Salut, les bibliophages!
J'ai eu envie de parler d'un auteur peu connu, Guillaume-Hyacinthe Bougeant (1690-1743), abbé de son état, intellectuel original qui s'est engagé dans des discours mi-plaisants mi-sérieux, à travers des ouvrages hélas difficiles à trouver de nos jours. J'en ai retenu deux, que l'on ne peut guère trouver que chez des bouquinistes, mais que l'on peut lire sans bourse délier grâce à Google Books:
http://books.google.fr/books?id=ZoZJAAAAYAAJ&printsec=frontcover&dq=voyage+de+fan+f%C3%A9r%C3%A9din&source=bl&ots=0n29KBHkWP&sig=5wBxLeQlXqleyCOEL37aASPqo7o&hl=fr&ei=zSOXTIGSMpuN4gbOl534Aw&sa=X&oi=book_result&ct=result&resnum=1&ved=0CBsQ6AEwAA#v=onepage&q&f=false
http://books.google.fr/books?id=lY4QswQzNAYC&printsec=frontcover&dq=amusement+philosophique&source=bl&ots=OqKw712xIf&sig=Fve_GTAyB3GFrOE71-B5viu1KKI&hl=fr&ei=7COXTMuACuGw4Aa9l_iwBA&sa=X&oi=book_result&ct=result&resnum=1&ved=0CBUQ6AEwAA#v=onepage&q&f=false
Il s'agit dans le premier cas du
Voyage du Prince Fan-Férédin dans la Romancie, 1765 (Publication de l'Université de Saint-Etienne, 1992), dans le second de l'
Amusement philosophique sur le langage des Bêtes, 1739 (Librairies Droz et Giard, 1954).
Le
Voyage est un roman satirique destiné à railler les lieux communs romanesques de son époque (ceux que l'on trouve dans
L'Astrée, par exemple, ou encore dans
Manon Lescaut). Le malicieux abbé y tourne en dérision aussi bien les péripéties merveilleuses utilisées comme ficelles aux fins de l'édification de la jeunesse, jugées dangereuses par les jésuites, que le réalisme convenu de romans d'éducation soi-disant réalistes, dont beaucoup étaient écrits par des abbés. Cet ouvrage fanfaron n'en joue pas moins le jeu de l'invention romanesque critiquée, si bien que les Messieurs de Trévoux, centre de la critique littéraire jésuitique de l'époque, lui ont reproché l'ambiguïté de son ouvrage. Il n'en reste pas moins que le roman se laisse lire avec plaisir, très élégamment écrit et farci d'humour. J'avais peur de lire un livre ringard et sentencieux. Nullement! L'on s'amuse beaucoup. Le discours satirique n'est guère méchant et, plutôt que d'y voir une condamnation, on peut aussi bien y chercher une incitation à renouveler le genre romanesque.
L'
Amusement philosophique est un ouvrage argumentatif qui a valu un désavoeu de la hiérarchie ecclésiastique à son auteur, au point que celui-ci s'est trouvé exilé loin de Paris... en Bretagne, et qu'il a dû se rétracter publiquement, dans un autre ouvrage. Il est vrai qu'il se mettait là, malgré une précaution conventionnelle (l'auteur fait parler un personnage pour ne pas s'attribuer des idées trop audacieuses), en contradiction avec la théologie officielle. Son but était de "dégommer" la théorie de "l'animal-machine" de Descartes. Notre abbé s'appuie d'abord sur le bon sens qui nous fait échanger avec les bêtes domestiques de la tendresse, lesquelles, chacun le constate, nous le rendent bien. Puis il pousse plus avant son investigation, leur reconnaît une âme et donc la connaissance, et s'aventure jusqu'à expliquer cette âme par le séjour de petits "démons" -bien inoffensifs- condamnés à ce qu'on pourrait appeler une sorte de kharma.
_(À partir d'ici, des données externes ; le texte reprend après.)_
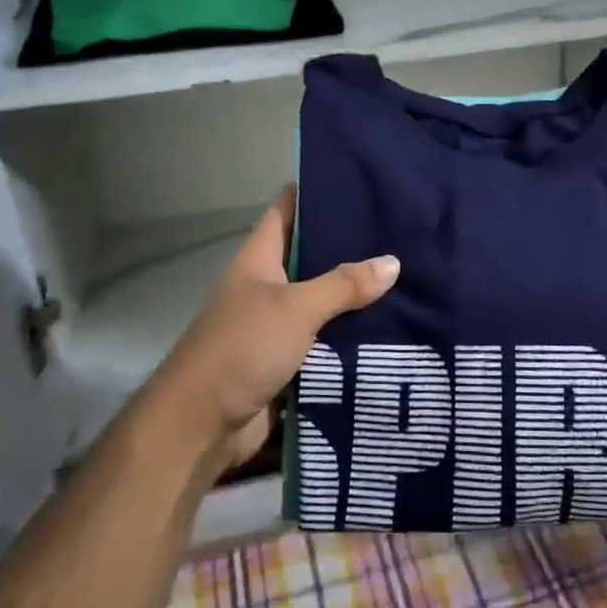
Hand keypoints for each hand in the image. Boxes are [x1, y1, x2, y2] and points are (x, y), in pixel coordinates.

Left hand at [153, 185, 399, 465]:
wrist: (201, 426)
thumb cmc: (241, 348)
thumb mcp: (295, 308)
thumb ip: (343, 285)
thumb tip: (393, 262)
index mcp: (259, 259)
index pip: (287, 209)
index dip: (317, 191)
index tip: (360, 181)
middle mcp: (266, 285)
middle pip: (311, 255)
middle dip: (349, 245)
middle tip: (399, 232)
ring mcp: (275, 324)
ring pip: (321, 299)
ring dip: (353, 294)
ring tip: (405, 275)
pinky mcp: (285, 359)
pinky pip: (323, 338)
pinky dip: (348, 334)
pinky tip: (388, 326)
C'est écrit dans le style classique de l'époque, marqué aux coins de la clarté et de l'élégance. Autant dire, à mon goût, un régal de finesse et d'humour.
Malgré le recours peu sympathique aux "démons" et quelques idées reçues de M. Buffon (le chat perfide, le chien envieux, etc., discrètement présentes dans le texte), on sent bien que l'abbé Bougeant les aime, ces Bêtes (la majuscule est de lui), et qu'il s'agissait surtout, pour lui, de réagir, à juste titre, contre la cruelle théorie cartésienne qui leur a fait beaucoup de mal et qui ne fait pas honneur au grand philosophe.